Essentially, residential care homes are an assisted living facility in a residential setting where the owners of the facility provide board and care and possibly a few other services for the residents. They are popular with residents because they are usually less expensive than the larger institutional assisted living facilities and residents enjoy the smaller in-home setting. They are popular with owners because they are easier to manage, less expensive to purchase and maintain and usually very profitable.
Residential Care Home financing is readily available (in one loan) for both the business and the building, and if the building is the larger percentage of the purchase price then the entire amount can be financed over 25 years.
Residential vs. Commercial
The issue many lenders face when financing residential care facilities is that they are technically both residential and commercial in nature (they are single family homes in neighborhoods, but they require licensing for the facility and the operators) and thus are not eligible for conventional residential financing. This unusual hybrid of a commercial business in a single family home (and in a single family neighborhood) typically creates confusion on the part of local bankers as to what type of financing they can offer.
The good news is that there is financing available from lenders under the SBA 7a program as well as the SBA 504 program.
The primary difference between the two programs is that the 7a can be used to finance both the goodwill of the business and the real estate whereas the 504 can only be used for the real estate.
In order to get a full 25 year amortization with the 7a, the real estate needs to be the larger percentage of the financed amount, otherwise lenders will shorten the term of the loan to somewhere between 10 and 25 years.
One downside to the 7a is that it is usually a floating rate, but it has a very reasonable and short prepayment penalty, so while it is not ideal, it can enable you to purchase the business and building and refinance in the not too distant future.
The obvious downside to the 504 is that you cannot use it to purchase a business, but it does offer excellent terms if you already own the business and want to purchase the real estate. It may also be possible to acquire a residential care home using a 504 for the real estate and a 7a for the business.
New SBA rule as of April 1st 2019
As of April 1st 2019 all residential care facilties that do NOT provide “healthcare or medical” services will no longer be eligible for SBA loans. This is a major change and is going to cause problems for many borrowers looking to finance these types of properties/businesses. It is not yet clear exactly how lenders and/or the SBA will define “healthcare/medical” services, but one would have to assume that any facility that is not providing some level of care beyond just room and board will not be eligible.
There are many factors that come into play with financing, but at a minimum you need to have good credit and good credit scores,* experience in the industry or VERY relevant experience and the property/business you are looking to acquire needs to have good occupancy and cash flow. (Loans are available for startup and for construction of new facilities).

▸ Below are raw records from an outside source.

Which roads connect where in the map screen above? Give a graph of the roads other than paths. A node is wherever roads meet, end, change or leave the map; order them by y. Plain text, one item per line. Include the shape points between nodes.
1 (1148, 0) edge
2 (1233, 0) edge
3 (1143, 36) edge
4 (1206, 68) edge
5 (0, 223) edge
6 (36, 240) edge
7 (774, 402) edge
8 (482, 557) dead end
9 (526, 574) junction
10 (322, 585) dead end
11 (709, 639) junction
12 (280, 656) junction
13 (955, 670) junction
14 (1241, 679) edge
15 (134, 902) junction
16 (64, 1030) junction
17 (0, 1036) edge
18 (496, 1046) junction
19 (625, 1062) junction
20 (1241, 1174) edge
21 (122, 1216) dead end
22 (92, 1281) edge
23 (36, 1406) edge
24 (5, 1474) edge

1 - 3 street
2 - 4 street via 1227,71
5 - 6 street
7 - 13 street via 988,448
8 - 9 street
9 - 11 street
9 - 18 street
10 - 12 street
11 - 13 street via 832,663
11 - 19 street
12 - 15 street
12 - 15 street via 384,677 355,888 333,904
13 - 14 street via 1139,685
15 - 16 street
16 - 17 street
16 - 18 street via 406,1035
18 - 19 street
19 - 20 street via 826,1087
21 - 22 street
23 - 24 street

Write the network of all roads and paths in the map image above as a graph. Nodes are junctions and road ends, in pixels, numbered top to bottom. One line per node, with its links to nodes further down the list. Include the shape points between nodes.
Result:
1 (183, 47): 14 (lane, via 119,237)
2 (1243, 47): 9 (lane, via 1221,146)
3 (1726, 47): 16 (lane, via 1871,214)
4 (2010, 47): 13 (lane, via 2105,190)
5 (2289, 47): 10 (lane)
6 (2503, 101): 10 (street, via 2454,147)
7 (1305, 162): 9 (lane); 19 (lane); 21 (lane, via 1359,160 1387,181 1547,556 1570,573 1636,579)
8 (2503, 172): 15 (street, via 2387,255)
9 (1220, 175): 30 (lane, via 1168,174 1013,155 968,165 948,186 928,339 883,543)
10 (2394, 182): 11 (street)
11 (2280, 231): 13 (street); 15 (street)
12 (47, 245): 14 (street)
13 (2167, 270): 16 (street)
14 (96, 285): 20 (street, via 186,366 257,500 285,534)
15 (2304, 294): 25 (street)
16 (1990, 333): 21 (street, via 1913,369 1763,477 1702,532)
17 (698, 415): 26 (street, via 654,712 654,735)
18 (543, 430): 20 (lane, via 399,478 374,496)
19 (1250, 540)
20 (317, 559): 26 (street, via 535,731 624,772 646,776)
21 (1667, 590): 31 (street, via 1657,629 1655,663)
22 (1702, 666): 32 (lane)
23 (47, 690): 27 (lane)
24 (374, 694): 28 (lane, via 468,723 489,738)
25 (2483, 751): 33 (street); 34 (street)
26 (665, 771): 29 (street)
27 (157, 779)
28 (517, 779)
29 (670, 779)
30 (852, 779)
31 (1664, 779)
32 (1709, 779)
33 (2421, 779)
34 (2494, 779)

Unusual situations can also be funded but the situation needs to make sense. As an example, one of our lenders recently funded a project with multiple homes and a common dining hall on one property.
Please contact me at jking (at) green commercial capital (dot) com or 1-800-414-5285 to discuss your situation.
* Credit is very important, but some derogatory accounts are acceptable as long as they are isolated. As an example, we were recently able to get a commitment for a client who was refinancing a facility in spite of the fact that they had a repossession a few years back. The loan worked because the repo was an explainable, isolated incident and it helped that the client had a lot of equity in the home as well as 100% occupancy and great cash flow.